In Luke we have shepherds but not wise men; in Matthew we have wise men, but no shepherds. Now I point this out not to argue that one version is more reliable than the other, but rather to show that our understanding of the birth of Jesus comes from two different stories that focus on different details. It is not that one must be right and the other wrong; we aren’t being asked to choose between Luke and Matthew; we simply need to recognize that the image we have of Christ and his birth is a composite, made up of different stories that while probably true in the details they present, are nonetheless incomplete. Sometimes it is only by looking at the differences in the stories of the gospels that we can really appreciate what they have in common and the great truth, which they are all trying to point to.


On the surface it would not seem that Luke and Matthew have much in common at all: just the characters of Jesus, Mary and Joseph and the little town of Bethlehem.

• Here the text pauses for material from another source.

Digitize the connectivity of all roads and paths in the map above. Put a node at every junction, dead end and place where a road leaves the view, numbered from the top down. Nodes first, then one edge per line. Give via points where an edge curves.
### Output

Afterall, what do shepherds and wise men have in common with each other? Our two birth gospels give us two very different types of people that are able to identify and adore the baby Jesus: the very wise and the very simple. The wise men travel far, are entertained by kings and priests, and are able to offer the child expensive gifts of gold, frankincense and myrrh; the shepherds, who only keep company with the sheep and the livestock, find Jesus in their own town, but have nothing to offer him but praise and adoration. One group was probably dressed in fine and exotic clothing, the other in the only homespun clothes that they owned. Of all the people that could have been found at the birth of Jesus, it would seem that few could have less in common than wise men and shepherds, and yet, those are the only ones our gospels tell us about. The only people who were able to find Jesus were the very wise and the very simple; those that knew nothing, and those that knew that they didn’t know everything.

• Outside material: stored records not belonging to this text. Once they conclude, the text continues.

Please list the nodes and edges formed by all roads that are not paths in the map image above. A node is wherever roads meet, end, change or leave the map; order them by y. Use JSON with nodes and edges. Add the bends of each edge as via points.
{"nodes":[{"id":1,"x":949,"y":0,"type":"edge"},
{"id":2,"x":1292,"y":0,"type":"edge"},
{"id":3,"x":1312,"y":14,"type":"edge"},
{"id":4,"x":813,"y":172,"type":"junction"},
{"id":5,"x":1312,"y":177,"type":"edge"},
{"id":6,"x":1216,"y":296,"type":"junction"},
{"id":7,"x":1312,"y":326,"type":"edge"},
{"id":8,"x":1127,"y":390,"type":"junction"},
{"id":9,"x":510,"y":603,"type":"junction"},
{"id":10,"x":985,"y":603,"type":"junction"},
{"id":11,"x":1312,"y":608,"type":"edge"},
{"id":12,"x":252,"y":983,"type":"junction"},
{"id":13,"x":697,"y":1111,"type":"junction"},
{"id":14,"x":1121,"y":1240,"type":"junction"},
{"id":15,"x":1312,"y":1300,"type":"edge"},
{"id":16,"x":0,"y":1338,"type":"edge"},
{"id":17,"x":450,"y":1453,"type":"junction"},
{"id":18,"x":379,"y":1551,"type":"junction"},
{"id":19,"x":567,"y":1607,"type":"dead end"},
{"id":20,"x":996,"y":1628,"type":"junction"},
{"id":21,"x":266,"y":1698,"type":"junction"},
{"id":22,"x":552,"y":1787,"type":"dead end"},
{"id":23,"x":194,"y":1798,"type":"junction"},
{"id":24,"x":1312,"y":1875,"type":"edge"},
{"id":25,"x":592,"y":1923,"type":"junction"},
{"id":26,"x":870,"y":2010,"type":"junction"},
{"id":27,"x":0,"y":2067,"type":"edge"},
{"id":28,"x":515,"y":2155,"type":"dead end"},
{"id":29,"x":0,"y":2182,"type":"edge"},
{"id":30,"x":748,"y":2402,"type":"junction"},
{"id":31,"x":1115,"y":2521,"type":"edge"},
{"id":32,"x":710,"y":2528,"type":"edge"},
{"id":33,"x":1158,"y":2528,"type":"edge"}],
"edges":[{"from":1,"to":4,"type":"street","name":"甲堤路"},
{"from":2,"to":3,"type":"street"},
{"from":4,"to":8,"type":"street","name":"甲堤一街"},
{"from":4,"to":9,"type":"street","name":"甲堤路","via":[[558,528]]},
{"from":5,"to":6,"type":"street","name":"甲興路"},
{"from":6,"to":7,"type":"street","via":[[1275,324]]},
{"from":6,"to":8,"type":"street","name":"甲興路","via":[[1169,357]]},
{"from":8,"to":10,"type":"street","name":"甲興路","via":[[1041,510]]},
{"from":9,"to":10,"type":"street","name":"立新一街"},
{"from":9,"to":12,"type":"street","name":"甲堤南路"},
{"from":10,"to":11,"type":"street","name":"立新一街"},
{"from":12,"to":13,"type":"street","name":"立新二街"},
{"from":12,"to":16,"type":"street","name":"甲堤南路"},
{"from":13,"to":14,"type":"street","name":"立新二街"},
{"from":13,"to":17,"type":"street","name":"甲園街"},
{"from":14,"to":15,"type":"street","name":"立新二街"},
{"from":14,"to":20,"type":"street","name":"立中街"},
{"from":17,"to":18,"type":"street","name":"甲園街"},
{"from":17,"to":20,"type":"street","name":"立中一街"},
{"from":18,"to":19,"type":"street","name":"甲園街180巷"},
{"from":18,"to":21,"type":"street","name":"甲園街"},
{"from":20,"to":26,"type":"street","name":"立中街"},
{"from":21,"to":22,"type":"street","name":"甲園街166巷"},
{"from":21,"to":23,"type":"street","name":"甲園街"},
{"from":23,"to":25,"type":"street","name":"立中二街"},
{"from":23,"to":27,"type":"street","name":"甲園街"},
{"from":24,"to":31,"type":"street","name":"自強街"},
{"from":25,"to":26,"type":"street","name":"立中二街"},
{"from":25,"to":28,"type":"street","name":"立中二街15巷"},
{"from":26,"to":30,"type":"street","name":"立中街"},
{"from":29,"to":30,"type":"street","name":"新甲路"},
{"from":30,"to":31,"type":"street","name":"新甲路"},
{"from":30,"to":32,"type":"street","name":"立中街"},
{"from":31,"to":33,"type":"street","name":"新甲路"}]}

If you are a smart person you know things; if you are a wise person, you realize just how much you do not know. It can be dangerous to just be smart. You can have a little too much confidence in your own intelligence. You can put too much faith in your own version of reality and fail to see that others may see things very differently than you. A smart person may be able to memorize every word of the gospel of Matthew; a wise person will recognize that his account is only one part of the story.

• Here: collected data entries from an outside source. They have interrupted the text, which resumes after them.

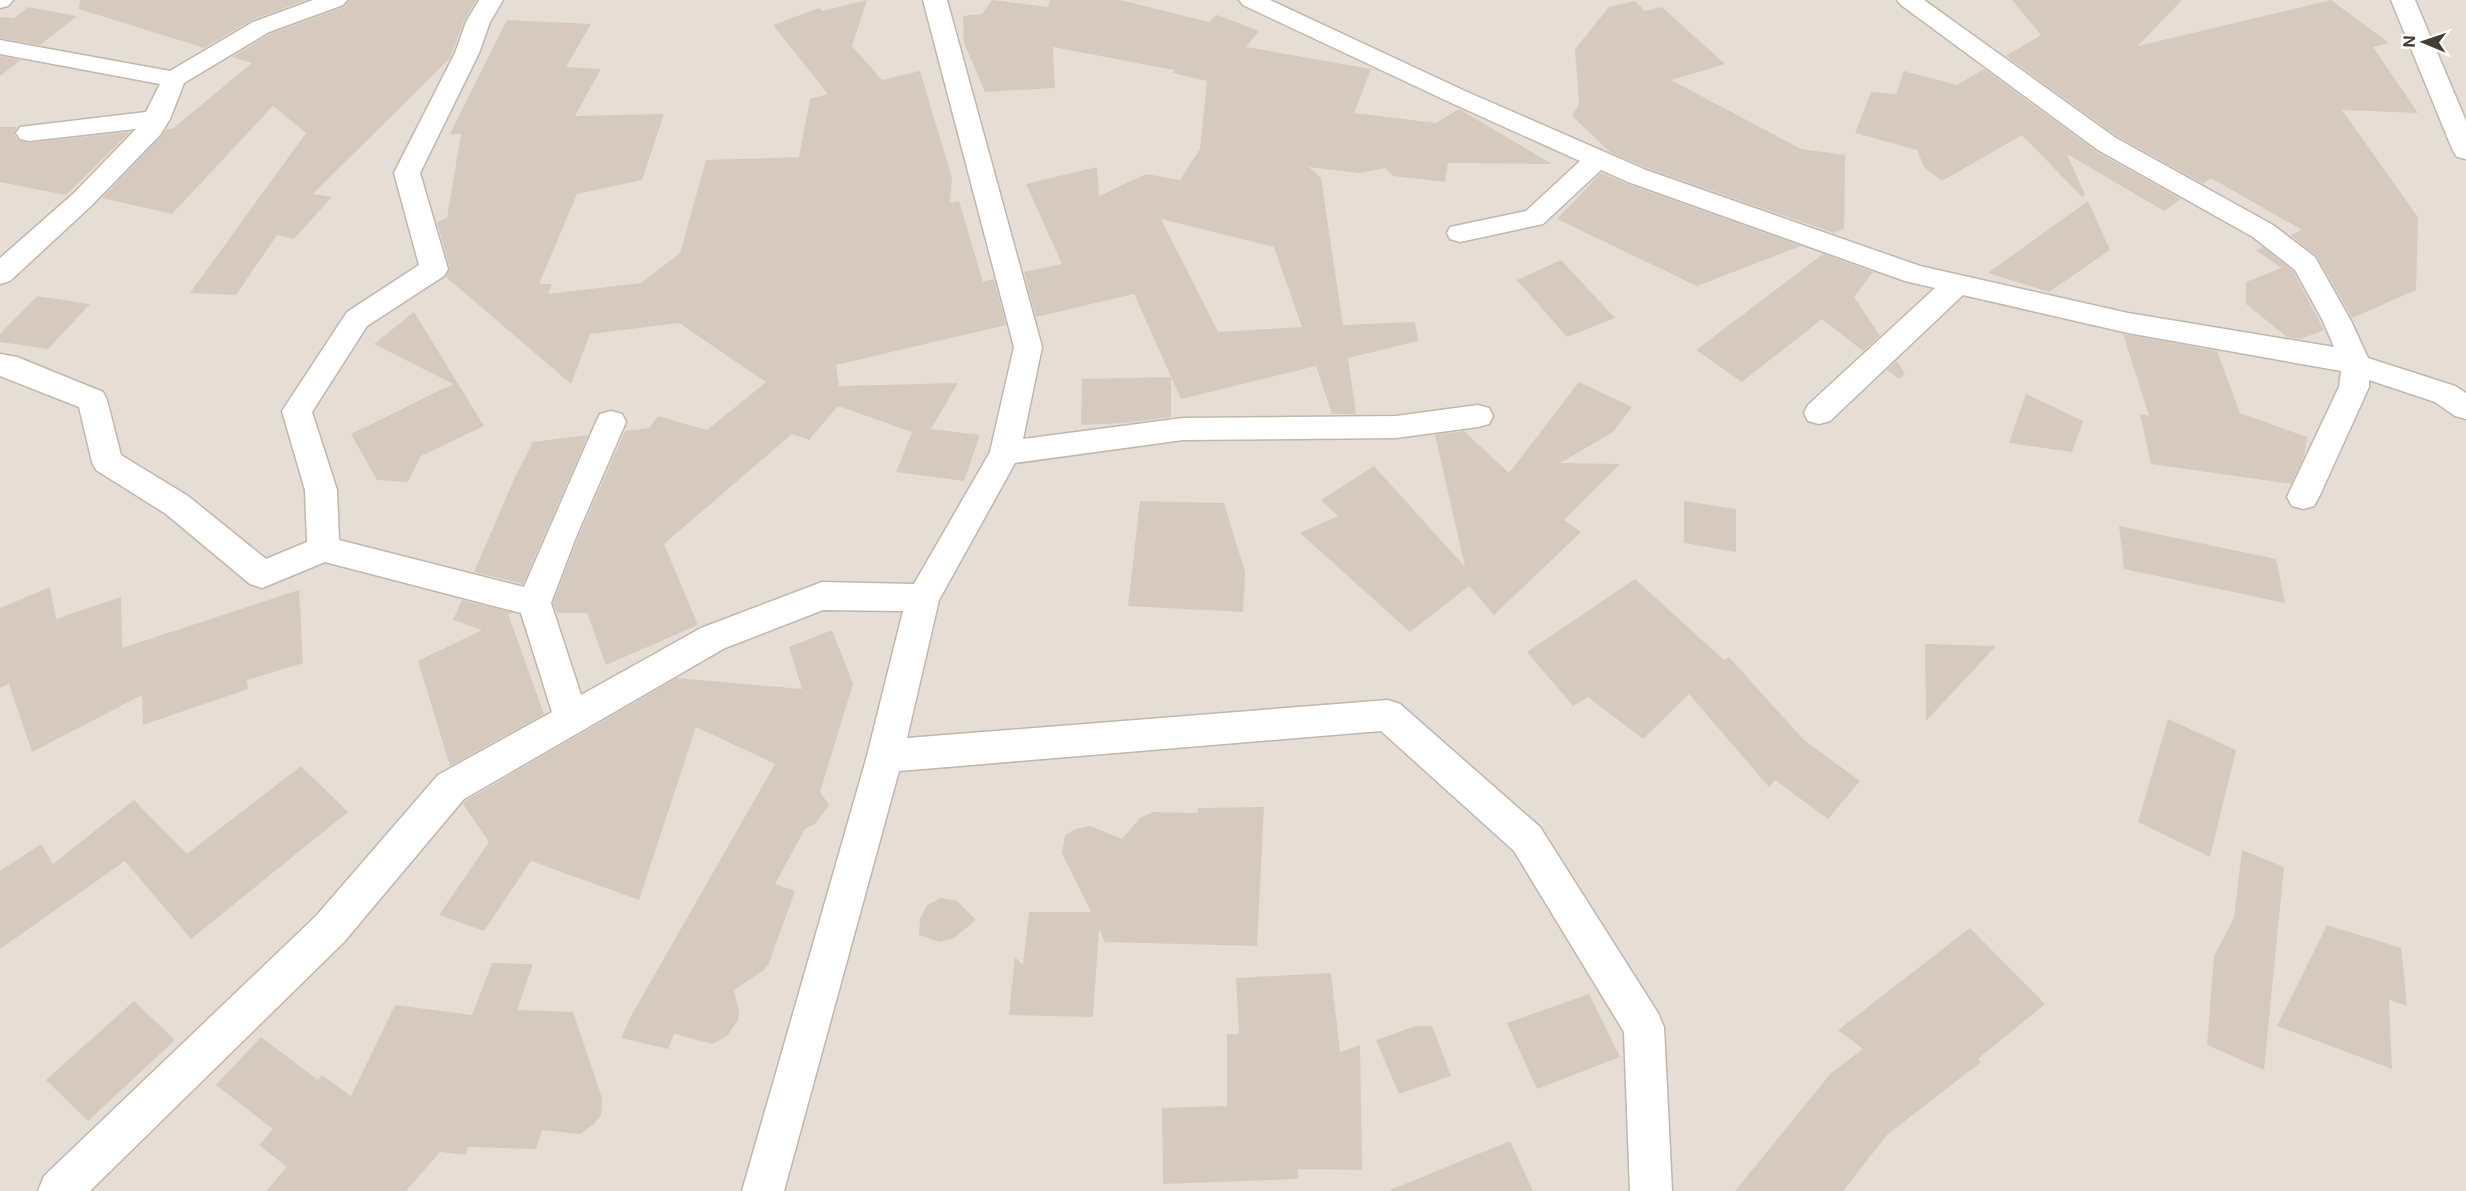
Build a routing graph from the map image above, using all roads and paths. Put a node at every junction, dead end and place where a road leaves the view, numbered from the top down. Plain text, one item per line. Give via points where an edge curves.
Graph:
1 (335, 0) edge
2 (491, 0) edge
3 (935, 0) edge
4 (1251, 0) edge
5 (1909, 0) edge
6 (2403, 0) edge
7 (0, 47) edge
8 (174, 80) junction
9 (157, 119) junction
10 (29, 133) dead end
11 (2466, 151) edge
12 (1597, 159) junction
13 (1460, 233) dead end
14 (0, 274) edge
15 (1957, 284) junction
16 (2356, 364) junction
17 (0, 365) edge
18 (2459, 392) edge
19 (1819, 413) dead end
20 (1478, 416) dead end
21 (611, 422) dead end
22 (1005, 453) junction
23 (2303, 496) dead end
24 (323, 549) junction
25 (923, 598) junction
26 (534, 603) junction
27 (572, 718) junction
28 (885, 756) junction
29 (59, 1191) edge
30 (763, 1191) edge
31 (1651, 1191) edge

1 - 8 street via 261,27
2 - 24 street via 407,173 434,269 357,319 297,411 321,490
3 - 22 street via 1028,347
4 - 12 street
5 - 16 street via 2107,144 2263,231 2305,264
6 - 11 street
7 - 8 street
8 - 9 street
9 - 10 street
9 - 14 street via 82,200
12 - 13 street via 1534,218
12 - 15 street via 1915,274
15 - 16 street via 2128,323
15 - 19 street
16 - 18 street
16 - 23 street via 2354,387
17 - 24 street via 92,400 107,462 177,505 262,575
20 - 22 street via 1396,427 1183,429
21 - 26 street
22 - 25 street
24 - 26 street
25 - 27 street via 822,596 713,638
25 - 28 street
26 - 27 street
27 - 29 street via 451,787 330,929
28 - 30 street
28 - 31 street via 1388,715 1527,839 1644,1027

A wise person recognizes the limits of their own understanding. Wise people realize that no matter how much truth they possess, or how much they think they know, that God and his truth will always be infinitely greater. The late archbishop Fulton Sheen commented in one of his Christmas broadcasts that there were “only two classes of people that heard the cry that night in Bethlehem: shepherds and wise men. Shepherds: those who know they know nothing; Wise Men: those who know they do not know everything. The very simple and the very learned. Never the man with one book! Never the man who thinks that he knows.”


What do the wise men have in common with the shepherds? Humility. They both understand that here is a mystery that is being revealed to them: this is not something that they figured out under their own power. None of them found the baby Jesus under the power of their own intellect; they were each in their own way guided to him. For the shepherds it was an angel, for the wise men it was a star, but each had to recognize that they did not already have all the answers, all knowledge or all truth. They had to have the humility to put their faith before their understanding, not ignoring what they knew, but always remembering that they did not know all.


When you look at a nativity scene, you will discover that actually all types and sorts of people were able to find Christ in the manger: Jews and Gentiles, Rich and Poor, Learned and simple; different races and different classes. What they all had in common was humility. Each one of them understood that they only had a piece of the whole story.